R. Lee Ermey, de Nascido para Matar, morre aos 74 anos

O ator R. Lee Ermey, cuja imagem ficou eternizada no papel do truculento sargento Hartman, do filme “Nascido para Matar” (1987), do diretor Stanley Kubrick, morreu no último domingo (15) pela manhã, em Santa Mônica, na Califórnia, devido a complicações relacionadas a uma pneumonia (via The Hollywood Reporter). Ele tinha 74 anos. A notícia de seu falecimento foi divulgada no perfil oficial do ator no Twitter, por intermédio de Bill Rogin, seu gerente de longa data, que escreveu:

“É com profunda tristeza que informo a todos que R. Lee Ermey (‘O Sargento’) faleceu esta manhã por complicações de uma pneumonia. Ele fará muita falta a todos nós. Semper Fi [expressão em latim que significa ‘Sempre Fiel’, lema do Corpo de Fuzileiros Navais dos EUA], Sargento. Boa sorte.” 

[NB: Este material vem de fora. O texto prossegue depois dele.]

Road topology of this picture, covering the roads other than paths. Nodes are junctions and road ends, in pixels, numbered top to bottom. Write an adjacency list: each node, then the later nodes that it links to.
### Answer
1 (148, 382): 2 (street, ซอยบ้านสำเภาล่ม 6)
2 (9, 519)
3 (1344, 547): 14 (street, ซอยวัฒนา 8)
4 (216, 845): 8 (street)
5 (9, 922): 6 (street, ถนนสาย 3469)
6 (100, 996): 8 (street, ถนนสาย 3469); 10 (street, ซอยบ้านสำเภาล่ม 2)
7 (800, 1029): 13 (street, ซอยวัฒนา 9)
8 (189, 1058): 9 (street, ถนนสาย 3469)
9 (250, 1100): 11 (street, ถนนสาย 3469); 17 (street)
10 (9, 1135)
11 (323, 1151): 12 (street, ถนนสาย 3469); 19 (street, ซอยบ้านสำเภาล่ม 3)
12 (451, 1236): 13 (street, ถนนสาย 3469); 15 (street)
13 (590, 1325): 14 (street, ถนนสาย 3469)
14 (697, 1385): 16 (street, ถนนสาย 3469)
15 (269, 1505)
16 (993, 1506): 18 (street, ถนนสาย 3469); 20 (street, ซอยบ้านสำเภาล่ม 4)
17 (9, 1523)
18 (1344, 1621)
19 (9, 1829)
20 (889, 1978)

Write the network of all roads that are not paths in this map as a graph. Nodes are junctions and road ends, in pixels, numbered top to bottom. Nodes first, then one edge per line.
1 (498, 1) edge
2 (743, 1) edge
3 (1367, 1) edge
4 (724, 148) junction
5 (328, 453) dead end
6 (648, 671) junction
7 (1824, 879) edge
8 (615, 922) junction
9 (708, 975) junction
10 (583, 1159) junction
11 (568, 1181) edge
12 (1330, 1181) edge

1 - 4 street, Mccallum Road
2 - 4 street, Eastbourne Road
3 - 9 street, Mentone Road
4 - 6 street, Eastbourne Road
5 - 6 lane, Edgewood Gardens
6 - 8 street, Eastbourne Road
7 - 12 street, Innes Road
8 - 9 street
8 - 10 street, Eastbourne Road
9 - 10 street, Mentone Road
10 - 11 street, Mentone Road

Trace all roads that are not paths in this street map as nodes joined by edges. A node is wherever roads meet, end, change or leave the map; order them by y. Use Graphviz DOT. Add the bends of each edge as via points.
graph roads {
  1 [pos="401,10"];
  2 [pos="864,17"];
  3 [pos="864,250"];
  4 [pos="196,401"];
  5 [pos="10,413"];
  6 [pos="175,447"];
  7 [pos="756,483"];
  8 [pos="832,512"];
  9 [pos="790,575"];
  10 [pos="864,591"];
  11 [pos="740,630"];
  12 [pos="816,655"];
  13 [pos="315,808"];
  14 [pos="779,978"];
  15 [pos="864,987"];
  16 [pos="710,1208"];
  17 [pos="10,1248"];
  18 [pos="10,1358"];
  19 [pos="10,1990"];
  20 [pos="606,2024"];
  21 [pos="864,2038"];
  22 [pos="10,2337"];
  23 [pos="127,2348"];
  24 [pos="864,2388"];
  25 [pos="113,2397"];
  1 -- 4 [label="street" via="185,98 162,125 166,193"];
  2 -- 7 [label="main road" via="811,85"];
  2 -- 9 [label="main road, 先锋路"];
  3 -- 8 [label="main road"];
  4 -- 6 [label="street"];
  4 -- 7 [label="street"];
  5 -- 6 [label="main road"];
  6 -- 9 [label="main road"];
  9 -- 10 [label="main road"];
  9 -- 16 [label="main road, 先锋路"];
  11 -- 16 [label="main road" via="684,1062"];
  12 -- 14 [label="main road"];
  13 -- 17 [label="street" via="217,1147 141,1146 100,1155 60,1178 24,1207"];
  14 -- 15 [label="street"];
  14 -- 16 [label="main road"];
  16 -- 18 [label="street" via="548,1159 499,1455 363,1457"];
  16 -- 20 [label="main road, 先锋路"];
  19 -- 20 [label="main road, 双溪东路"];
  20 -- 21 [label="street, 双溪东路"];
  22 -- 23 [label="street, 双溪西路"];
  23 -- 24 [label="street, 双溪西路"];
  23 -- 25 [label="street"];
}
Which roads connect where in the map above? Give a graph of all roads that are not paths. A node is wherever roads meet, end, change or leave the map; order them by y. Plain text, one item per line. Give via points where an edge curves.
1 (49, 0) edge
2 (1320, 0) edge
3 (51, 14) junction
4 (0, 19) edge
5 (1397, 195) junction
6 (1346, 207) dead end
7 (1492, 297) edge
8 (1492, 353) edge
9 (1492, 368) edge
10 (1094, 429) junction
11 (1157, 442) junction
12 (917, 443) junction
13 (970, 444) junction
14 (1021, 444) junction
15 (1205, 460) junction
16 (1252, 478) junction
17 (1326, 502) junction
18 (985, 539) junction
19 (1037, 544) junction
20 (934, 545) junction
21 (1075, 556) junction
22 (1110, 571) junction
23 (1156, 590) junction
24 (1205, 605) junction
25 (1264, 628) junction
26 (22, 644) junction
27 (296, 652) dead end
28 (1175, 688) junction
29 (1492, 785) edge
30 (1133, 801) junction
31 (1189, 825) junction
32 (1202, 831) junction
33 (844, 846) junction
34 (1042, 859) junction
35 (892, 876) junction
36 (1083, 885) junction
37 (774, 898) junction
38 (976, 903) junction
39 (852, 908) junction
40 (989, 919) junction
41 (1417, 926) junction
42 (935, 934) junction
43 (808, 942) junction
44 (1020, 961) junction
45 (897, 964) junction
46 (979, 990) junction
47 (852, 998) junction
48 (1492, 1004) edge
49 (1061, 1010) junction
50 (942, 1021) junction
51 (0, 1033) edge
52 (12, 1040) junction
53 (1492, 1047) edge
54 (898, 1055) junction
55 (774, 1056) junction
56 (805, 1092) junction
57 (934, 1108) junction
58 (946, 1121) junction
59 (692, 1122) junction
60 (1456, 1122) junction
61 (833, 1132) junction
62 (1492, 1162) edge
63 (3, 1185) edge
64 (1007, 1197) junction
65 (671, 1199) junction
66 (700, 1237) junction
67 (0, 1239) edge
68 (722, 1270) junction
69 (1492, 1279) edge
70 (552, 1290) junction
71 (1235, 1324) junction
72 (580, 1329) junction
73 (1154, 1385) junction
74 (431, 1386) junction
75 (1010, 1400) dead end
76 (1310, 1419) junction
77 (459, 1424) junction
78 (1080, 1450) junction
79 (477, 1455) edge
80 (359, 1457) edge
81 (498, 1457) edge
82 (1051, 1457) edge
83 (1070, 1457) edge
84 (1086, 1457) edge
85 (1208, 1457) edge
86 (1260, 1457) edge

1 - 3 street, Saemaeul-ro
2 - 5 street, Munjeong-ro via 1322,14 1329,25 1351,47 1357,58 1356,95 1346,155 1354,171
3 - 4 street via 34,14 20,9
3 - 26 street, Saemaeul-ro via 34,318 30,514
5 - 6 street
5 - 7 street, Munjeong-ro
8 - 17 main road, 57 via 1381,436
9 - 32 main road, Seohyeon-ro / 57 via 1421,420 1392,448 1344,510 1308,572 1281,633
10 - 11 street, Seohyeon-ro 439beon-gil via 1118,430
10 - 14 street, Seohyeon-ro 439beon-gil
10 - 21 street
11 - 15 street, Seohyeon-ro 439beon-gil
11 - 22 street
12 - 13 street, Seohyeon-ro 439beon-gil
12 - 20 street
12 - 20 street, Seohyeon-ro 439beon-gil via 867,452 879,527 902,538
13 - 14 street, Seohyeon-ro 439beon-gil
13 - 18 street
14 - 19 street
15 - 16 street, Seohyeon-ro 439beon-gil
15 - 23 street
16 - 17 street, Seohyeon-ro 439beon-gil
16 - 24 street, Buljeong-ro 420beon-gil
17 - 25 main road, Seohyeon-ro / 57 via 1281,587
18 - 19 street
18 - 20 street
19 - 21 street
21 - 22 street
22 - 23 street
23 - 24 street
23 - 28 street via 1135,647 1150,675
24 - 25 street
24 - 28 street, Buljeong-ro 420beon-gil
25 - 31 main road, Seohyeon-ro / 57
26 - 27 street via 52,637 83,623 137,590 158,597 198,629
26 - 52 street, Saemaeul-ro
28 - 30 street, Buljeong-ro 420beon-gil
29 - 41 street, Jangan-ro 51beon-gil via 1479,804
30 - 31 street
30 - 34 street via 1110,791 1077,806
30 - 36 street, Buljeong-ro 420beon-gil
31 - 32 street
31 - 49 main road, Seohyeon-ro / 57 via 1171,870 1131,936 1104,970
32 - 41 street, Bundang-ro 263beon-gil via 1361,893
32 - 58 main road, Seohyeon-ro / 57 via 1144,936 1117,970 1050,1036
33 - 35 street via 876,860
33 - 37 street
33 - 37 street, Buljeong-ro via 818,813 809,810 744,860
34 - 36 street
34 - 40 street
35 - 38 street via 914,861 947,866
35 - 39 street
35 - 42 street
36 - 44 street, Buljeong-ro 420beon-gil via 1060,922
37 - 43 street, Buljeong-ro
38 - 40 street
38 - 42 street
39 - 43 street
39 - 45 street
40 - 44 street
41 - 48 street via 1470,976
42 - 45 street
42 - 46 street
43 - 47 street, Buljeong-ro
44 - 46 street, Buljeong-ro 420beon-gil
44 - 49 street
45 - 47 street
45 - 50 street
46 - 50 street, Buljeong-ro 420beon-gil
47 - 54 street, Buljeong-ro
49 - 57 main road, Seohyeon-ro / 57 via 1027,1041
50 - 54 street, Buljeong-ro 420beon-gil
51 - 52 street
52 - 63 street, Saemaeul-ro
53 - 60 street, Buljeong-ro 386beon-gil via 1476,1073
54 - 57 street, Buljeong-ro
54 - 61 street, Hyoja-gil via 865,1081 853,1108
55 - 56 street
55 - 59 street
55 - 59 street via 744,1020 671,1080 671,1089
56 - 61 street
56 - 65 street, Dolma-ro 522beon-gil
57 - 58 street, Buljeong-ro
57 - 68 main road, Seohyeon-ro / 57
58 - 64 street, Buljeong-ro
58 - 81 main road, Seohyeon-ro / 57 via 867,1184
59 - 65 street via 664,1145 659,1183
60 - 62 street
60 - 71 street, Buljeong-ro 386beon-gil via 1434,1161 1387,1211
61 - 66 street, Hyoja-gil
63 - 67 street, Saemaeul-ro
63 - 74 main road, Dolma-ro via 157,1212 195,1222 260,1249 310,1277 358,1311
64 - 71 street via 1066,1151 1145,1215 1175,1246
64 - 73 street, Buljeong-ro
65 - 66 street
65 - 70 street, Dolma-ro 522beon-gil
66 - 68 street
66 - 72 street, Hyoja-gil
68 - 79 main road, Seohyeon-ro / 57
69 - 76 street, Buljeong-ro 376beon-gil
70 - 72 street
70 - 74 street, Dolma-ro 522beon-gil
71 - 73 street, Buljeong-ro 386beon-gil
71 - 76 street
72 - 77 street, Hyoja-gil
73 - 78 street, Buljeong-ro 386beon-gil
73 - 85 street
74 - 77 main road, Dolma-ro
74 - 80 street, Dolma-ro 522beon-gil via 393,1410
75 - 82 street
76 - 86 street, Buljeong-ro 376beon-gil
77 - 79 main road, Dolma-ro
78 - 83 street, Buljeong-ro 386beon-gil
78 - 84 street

No perfil oficial do ator no Facebook, entre outras palavras de consideração, Rogin ainda acrescentou:

“Existem muitos sargentos, mas este foi o NOSSO. E honraremos a memória dele com esperança e gentileza. Por favor, apoie seus homens e mulheres de uniforme, isso é o que ele mais queria.” 

Ainda por seu papel em “Nascido para Matar”, Ermey ficou conhecido pelo apelido de “The Gunny” (“O Sargento”, em tradução livre), devido à forte associação de sua figura com seu personagem mais famoso. Pelo trabalho icônico neste impactante drama de guerra, ele foi indicado ao Globo de Ouro de melhor ator coadjuvante.

Na trama do longa, o sargento Hartman, usando de autoritarismo e sadismo, treina de maneira fanática e cruel um grupo de recrutas que serão enviados à Guerra do Vietnã. Conta-se que Ermey, com histórico de serviço militar, foi originalmente contratado para aconselhar e treinar o ator que iria desempenhar o papel, mas Kubrick ficou tão impressionado com sua performance, que ofereceu o personagem para ele.

Ermey não só viveu um militar no cinema como também foi um na vida real, tendo feito parte do Corpo de Fuzileiros Navais dos EUA como sargento da equipe e sargento honorário de artilharia. Assim, serviu como instrutor de treinamento para os fuzileiros navais. Ele também serviu por 14 meses no Vietnã e participou de duas jornadas em Okinawa, no Japão.

Depois de se aposentar do exército com 11 anos de serviços prestados, ele teve algumas aulas de atuação e assim conseguiu um de seus primeiros papéis, vivendo um piloto de helicóptero no clássico “Apocalipse Now” (1979), também servindo como um assessor técnico do diretor Francis Ford Coppola. Na mesma época, ele viveu um instrutor de fuzileiro naval em outro filme situado na Guerra do Vietnã, “Os Rapazes da Companhia C” (1978). Ermey ainda viveu outro personagem semelhante em “Os Espíritos” (1996), filme dirigido por Peter Jackson (trilogia “O Senhor dos Anéis”) e estrelado por Michael J. Fox (“De Volta Para o Futuro”). A despeito dessa enorme galeria de personagens durões, ele dizia “Eu sou, basicamente, uma pessoa legal”.

Outros filmes de destaque em que participou foram: “Mississipi em Chamas” (1988), o remake de “O Massacre da Serra Elétrica” (2003) e “Seven – Os 7 Crimes Capitais” (1995) –  aliás, seria Ermey quem, inicialmente, viveria o papel de serial killer John Doe, mas acabou sendo substituído por Kevin Spacey (“Em Ritmo de Fuga”), tendo que se contentar com um papel menor no suspense dirigido por David Fincher (da série “Mindhunter”). Ainda em 1995, Ermey também dublou o sargento líder dos soldadinhos verdes de plástico em “Toy Story”. Como dublador ele também deu voz ao Coronel Leslie Hapablap, de “Os Simpsons”, participou de outras animações, como “Bob Esponja” “Uma Família da Pesada”, e dublou alguns personagens em jogos de videogames.

R. Lee Ermey deixa esposa e quatro filhos.